Run/elliptical     102.4 mi             16:05:00
Swim                   8.8 mi                  6:14:00

Happy New year, everyone!  It’s a brand new year of advocating, fund-raising, and racing to help improve the lives of people living with neurofibromatosis!

I’ve been working with a trainer/physical therapist and am optimistic my knee will be strong enough to handle our race schedule. 

Our spring 2024 events:

New York City Half Marathon—Sunday, March 17

Cheshire Half Marathon—Sunday, April 21

Our fall 2024 events:

New Haven Road Race Half Marathon—Monday, September 2

Berlin Marathon—Sunday, September 29
Philadelphia Half Marathon—Saturday, November 23

Feel free to donate here to kick off our 2024 fund-raising for the Children’s Tumor Foundation!

www.KRath4Jane.com

 

NF Update:

Late last year I joined another effort to help find a cure for NF.  I became a patient representative for REiNS, Response Evaluation in Neurofibromatosis and Schwannomatosis (https://ccrod.cancer.gov/confluence/display/REINS/Home).

The REiNS group is a collaboration between NF researchers, patients, and other members of the NF community to establish standards for how to evaluate new NF treatments.  Without agreed-upon standards for evaluating, say, how a new medication affects a neurofibroma, it can be hard to compare treatments.  For a simple example, if one study showed that Medicine X reduced the size of a tumor, but another study showed that Medicine Y reduced how often a tumor needed surgery, it’s difficult to tell which treatment is better.

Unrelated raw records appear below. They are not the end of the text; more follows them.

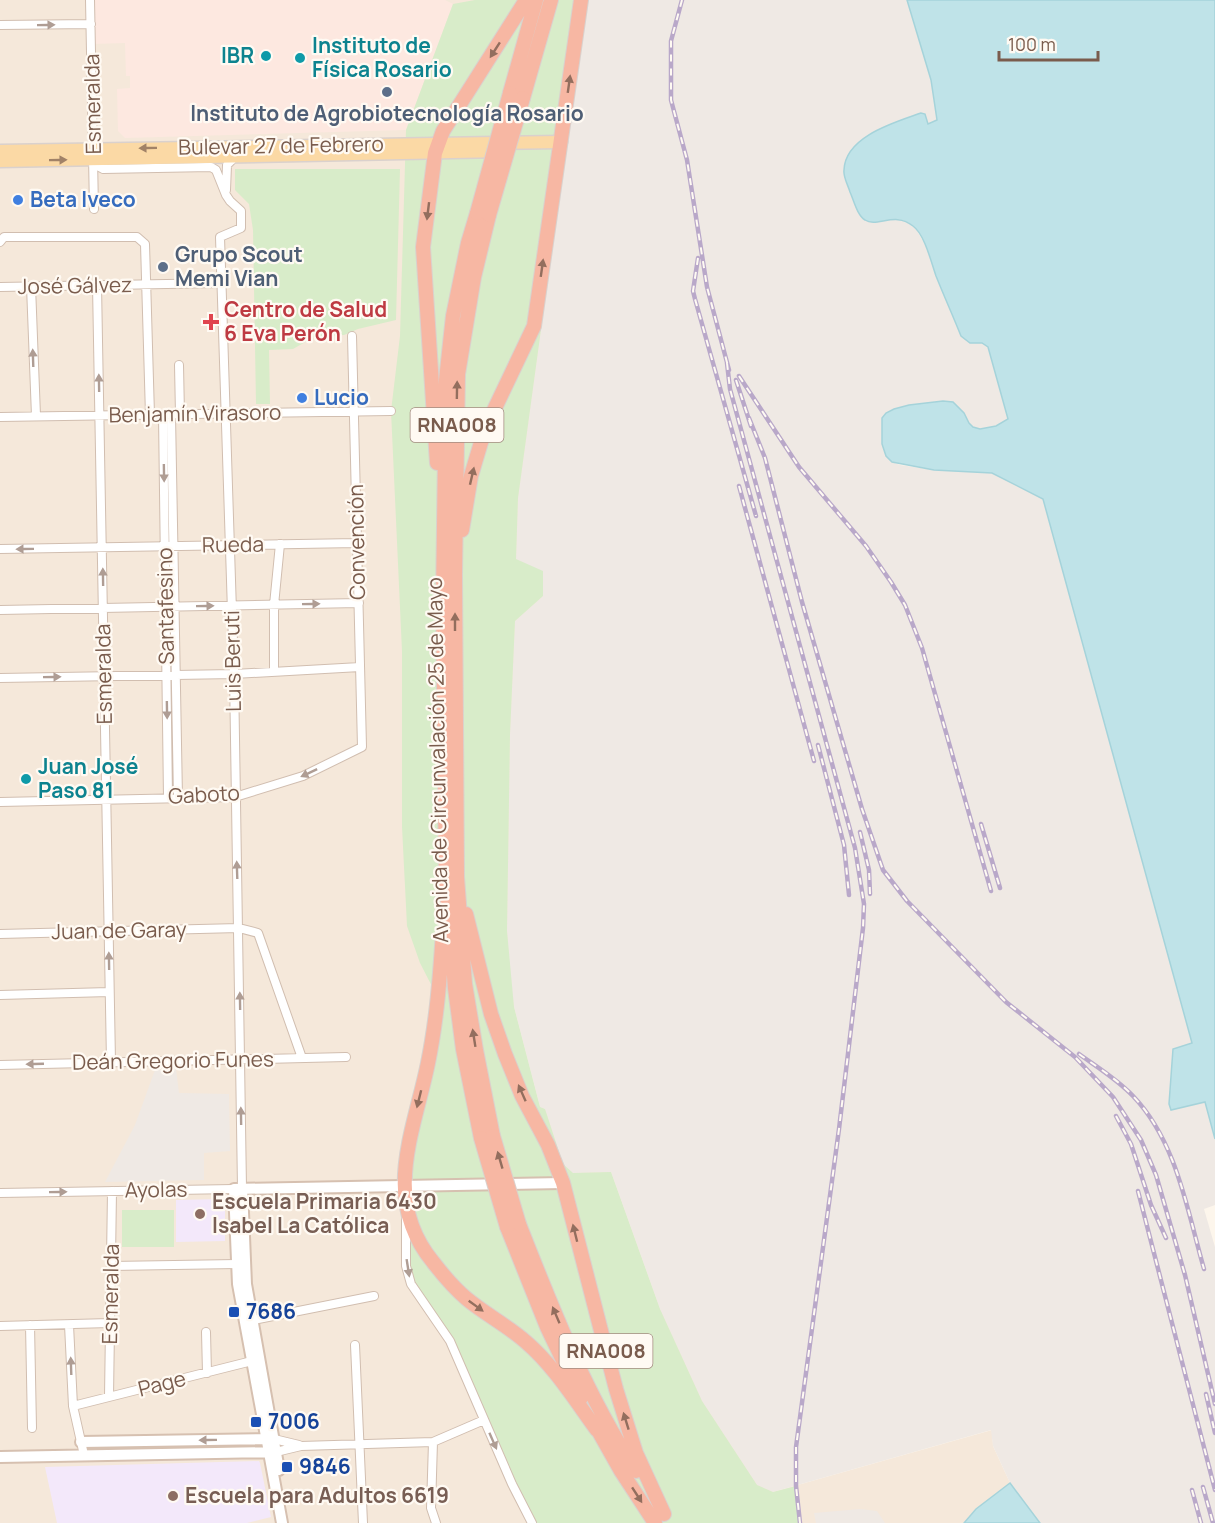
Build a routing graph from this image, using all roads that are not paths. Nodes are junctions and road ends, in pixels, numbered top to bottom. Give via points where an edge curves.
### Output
1 (90, 0) edge
2 (526, 0) edge
3 (536, 0) edge
4 (552, 0) edge
5 (581, 0) edge
6 (92, 24) junction
7 (0, 26) edge
8 (517, 95) junction
9 (560, 146) junction
10 (437, 149) junction
11 (0, 151) edge
12 (94, 157) junction
13 (234, 158) junction
14 (0, 161) edge
15 (226, 195) junction
16 (94, 209) dead end
17 (2, 239) edge
18 (468, 274) junction
19 (222, 283) junction
20 (146, 284) junction
21 (97, 285) junction
22 (31, 286) junction
23 (0, 287) edge
24 (352, 336) dead end
25 (179, 365) dead end
26 (391, 411) dead end
27 (354, 412) junction
28 (227, 414) junction
29 (150, 415) junction
30 (171, 415) junction
31 (36, 416) junction
32 (100, 416) junction
33 (0, 417) edge
34 (357, 543) junction
35 (280, 544) junction
36 (230, 545) junction
37 (102, 547) junction
38 (169, 547) junction
39 (0, 549) edge
40 (444, 553) junction
41 (455, 575) junction
42 (359, 603) junction
43 (274, 605) junction
44 (232, 606) junction
45 (170, 607) junction
46 (103, 608) junction
47 (0, 610) edge
48 (360, 668) junction
49 (274, 672) junction
50 (234, 674) junction
51 (104, 675) junction
52 (167, 675) junction
53 (176, 675) junction
54 (0, 678) edge
55 (362, 747) joint
56 (235, 797) junction
57 (168, 798) junction
58 (178, 798) junction
59 (106, 799) junction
60 (0, 802) edge
61 (452, 879) junction
62 (239, 928) junction
63 (108, 931) junction
64 (0, 934) edge
65 (109, 992) junction
66 (0, 995) edge
67 (346, 1057) dead end
68 (302, 1058) junction
69 (240, 1060) junction
70 (111, 1062) junction
71 (0, 1065) edge
72 (563, 1183) junction
73 (405, 1185) junction
74 (238, 1188) junction
75 (112, 1191) junction
76 (0, 1193) edge
77 (406, 1209) junction
78 (513, 1225) junction
79 (237, 1264) junction
80 (111, 1266) junction
81 (374, 1296) dead end
82 (248, 1321) junction
83 (110, 1323) junction
84 (30, 1325) junction
85 (69, 1325) junction
86 (0, 1326) edge
87 (206, 1332) dead end
88 (355, 1345) dead end
89 (252, 1361) junction
90 (207, 1372) junction
91 (110, 1397) junction
92 (73, 1406) junction
93 (484, 1420) junction
94 (33, 1428) dead end
95 (597, 1430) junction
96 (270, 1439) junction
97 (81, 1442) junction
98 (433, 1442) junction
99 (360, 1444) junction
100 (301, 1446) junction
101 (272, 1452) junction
102 (84, 1455) junction
103 (0, 1457) edge
104 (663, 1520) edge
105 (282, 1523) edge
106 (289, 1523) edge
107 (363, 1523) edge
108 (436, 1523) edge
109 (532, 1523) edge

1 - 6 street, Esmeralda
2 -> 10 highway via 452,117
3 - 8 highway, Avenida de Circunvalación 25 de Mayo / RNA008
4 - 8 highway, Avenida de Circunvalación 25 de Mayo / RNA008
9 -> 5 highway
7 -> 6 street
6 - 12 street, Esmeralda
8 - 18 highway, Avenida de Circunvalación 25 de Mayo / RNA008, bridge
9 - 10 main road, Bulevar 27 de Febrero
41 -> 9 highway, RNA008 via 471,476 485,429 534,326
10 -> 12 main road, Bulevar 27 de Febrero
10 - 13 main road, Bulevar 27 de Febrero
10 -> 40 highway via 423,247
11 - 12 main road, Bulevar 27 de Febrero
12 - 13 main road, Bulevar 27 de Febrero
14 -> 12 main road, Bulevar 27 de Febrero
12 - 15 street, Luis Beruti via 103,169 210,167 216,170
12 - 16 street, Esmeralda
13 - 15 street via 227,165
15 - 19 street, Luis Beruti via 242,211 242,228 220,237
17 - 20 street via 137,237 145,244
18 - 40 highway, Avenida de Circunvalación 25 de Mayo / RNA008 via 453,316 446,380
41 -> 18 highway, Avenida de Circunvalación 25 de Mayo / RNA008 via 458,374
19 - 20 street, José Gálvez
19 - 28 street, Luis Beruti
20 - 21 street, José Gálvez
20 - 29 street
21 - 22 street, José Gálvez
32 -> 21 street, Esmeralda
22 - 23 street, José Gálvez
31 -> 22 street
24 - 27 street, Convención
25 - 30 street, Santafesino
26 - 27 street, Benjamín Virasoro
27 - 28 street, Benjamín Virasoro
27 - 34 street, Convención
28 - 30 street, Benjamín Virasoro
28 - 36 street, Luis Beruti
29 - 30 street, Benjamín Virasoro
29 - 32 street, Benjamín Virasoro
30 - 38 street, Santafesino
31 - 32 street, Benjamín Virasoro
31 - 33 street, Benjamín Virasoro
32 - 37 street, Esmeralda
34 - 35 street, Rueda
34 - 42 street, Convención
35 - 36 street, Rueda
35 - 43 street
36 - 38 street, Rueda
36 - 44 street, Luis Beruti
37 - 38 street, Rueda
37 -> 39 street, Rueda
46 -> 37 street, Esmeralda
38 - 45 street, Santafesino
40 - 61 highway, Avenida de Circunvalación 25 de Mayo / RNA008
61 -> 41 highway, Avenida de Circunvalación 25 de Mayo / RNA008
43 -> 42 street
42 - 48 street, Convención
43 - 44 street
43 - 49 street
45 -> 44 street
44 - 50 street, Luis Beruti
45 - 46 street
45 - 52 street, Santafesino
45 - 53 street, Santafesino
46 - 47 street
46 - 51 street, Esmeralda
48 - 49 street
48 - 55 street, Convención
49 - 50 street
50 - 53 street
50 - 56 street, Luis Beruti
51 - 52 street
54 -> 51 street
51 - 59 street, Esmeralda
52 - 53 street
52 -> 57 street, Santafesino
53 - 58 street, Santafesino
55 -> 56 street, Gaboto via 303,776
56 - 58 street, Gaboto
62 -> 56 street, Luis Beruti
57 - 58 street, Gaboto
57 - 59 street, Gaboto
59 - 60 street, Gaboto
59 - 63 street, Esmeralda
72 -> 61 highway via 522,1096 491,1014
61 -> 73 highway, RNA008 via 439,1000 428,1064 407,1145
61 - 78 highway, Avenida de Circunvalación 25 de Mayo / RNA008, bridge via 487,1137
62 - 63 street, Juan de Garay
62 - 68 street via 258,933
69 -> 62 street, Luis Beruti
63 - 64 street, Juan de Garay
65 -> 63 street, Esmeralda
65 - 66 street
65 - 70 street, Esmeralda
67 - 68 street, Deán Gregorio Funes
68 - 69 street, Deán Gregorio Funes
69 - 70 street, Deán Gregorio Funes
74 -> 69 street, Luis Beruti
70 -> 71 street, Deán Gregorio Funes
72 - 73 street, Ayolas
104 -> 72 highway, RNA008 via 616,1389
73 - 74 street, Ayolas
73 - 77 highway
74 - 75 street, Ayolas
74 - 79 street
74 - 82 street
76 -> 75 street, Ayolas
75 - 80 street, Esmeralda
77 -> 93 street via 406,1266 411,1284 450,1341
77 -> 95 highway via 432,1262 465,1298 525,1341
78 - 95 highway, Avenida de Circunvalación 25 de Mayo / RNA008 via 547,1327
104 -> 78 highway, Avenida de Circunvalación 25 de Mayo / RNA008 via 584,1377
79 - 80 street
79 - 82 street
80 - 83 street, Esmeralda
81 - 82 street
82 - 89 street
82 - 96 street
83 - 85 street
83 - 91 street, Esmeralda
84 - 85 street
84 - 86 street
84 - 94 street
92 -> 85 street
87 - 90 street
88 - 99 street
89 - 90 street, Page
89 - 96 street
90 - 91 street, Page
91 - 92 street, Page
92 - 97 street
93 - 98 street
93 -> 109 street
95 -> 104 highway, Avenida de Circunvalación 25 de Mayo / RNA008 via 621,1471
96 -> 97 street
96 - 100 street
96 - 101 street
97 - 102 street
98 - 99 street
98 - 108 street via 431,1508
99 - 100 street
99 - 107 street
100 - 101 street
101 - 102 street
101 - 105 street
101 - 106 street
102 - 103 street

This is from the REiNS website:

 Most early NF clinical trials used study designs similar to those used in cancer trials; however, because of differences in disease symptoms and tumor growth compared to solid cancers, there is a need for new designs that are better suited to NF. The Response Evaluation in Neurofibromatosis and Schwannomatosis (REiNS) International Collaboration was established in 2011 to reach agreement within the NF community about the design of future trials, with an emphasis on measures of response to treatment, also known as endpoints.”

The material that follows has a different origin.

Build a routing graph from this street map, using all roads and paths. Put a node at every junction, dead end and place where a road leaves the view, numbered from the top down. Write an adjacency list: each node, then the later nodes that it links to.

I’m looking forward to learning and contributing!


Jane Update:

The big news this week:  Jane got her driver’s permit!  She’ll be starting Driver’s Ed next week.  In Connecticut, once you pass the permit test you have to attend 30 hours of classroom instruction and have at least 40 hours of behind-the-wheel, on-the-road training before you can take the road test to get your license.  Jane’s going to be busy!